You may be able to improve your current approach by detecting the application's window opening and hiding it (move it offscreen) so that the user can't attempt to interact with it while you are trying to shut it down.
However, another approach that may be possible (depending on your circumstances) would be to write an application launcher. This simply is a replacement for the shortcut to the application that checks your licencing conditions, and then does a Process.Start to launch the real .exe at that point. This would work well for any application. (I used a system like this for starting up applications with specialised environment settings and it works beautifully)
You could combine this with your current approach as a fall-back for "clever" users who manage to circumvent your launcher.
If my understanding is right you want to create an application what will prevent the computer user to start any other process except ones for a white-list.
If this is the case, monitor the process list of processes (in a while loop) using System.Diagnostics.Process (the GetProcesses method gives the list of all running ones)
Just kill the process when it starts.
Or if your machines have Windows 7 (Windows 2008??) you can use AppLocker. http://www.microsoft.com/windows/enterprise/products/windows-7/features.aspx#applocker Just let Windows prevent the startup.
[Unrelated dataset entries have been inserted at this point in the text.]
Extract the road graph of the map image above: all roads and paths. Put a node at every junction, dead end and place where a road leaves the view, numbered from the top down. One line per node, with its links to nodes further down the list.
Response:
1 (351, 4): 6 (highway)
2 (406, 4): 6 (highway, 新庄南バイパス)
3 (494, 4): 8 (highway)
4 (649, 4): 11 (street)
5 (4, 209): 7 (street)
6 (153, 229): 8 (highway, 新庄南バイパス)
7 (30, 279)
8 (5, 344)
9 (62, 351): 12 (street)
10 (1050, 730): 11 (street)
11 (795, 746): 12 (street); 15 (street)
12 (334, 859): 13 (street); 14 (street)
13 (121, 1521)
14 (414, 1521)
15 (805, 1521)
You might want to look at this product: http://www.sassafras.com/licensing.html Personally I can't stand it, but that's because it does what you describe. Might save you some coding.
You could actually edit the registry so when you click a psd, your launcher gets called instead of photoshop. Your launcher then checks for licenses and if there is one starts photoshop with the path of the file.
This is a long shot but you may find it helpful.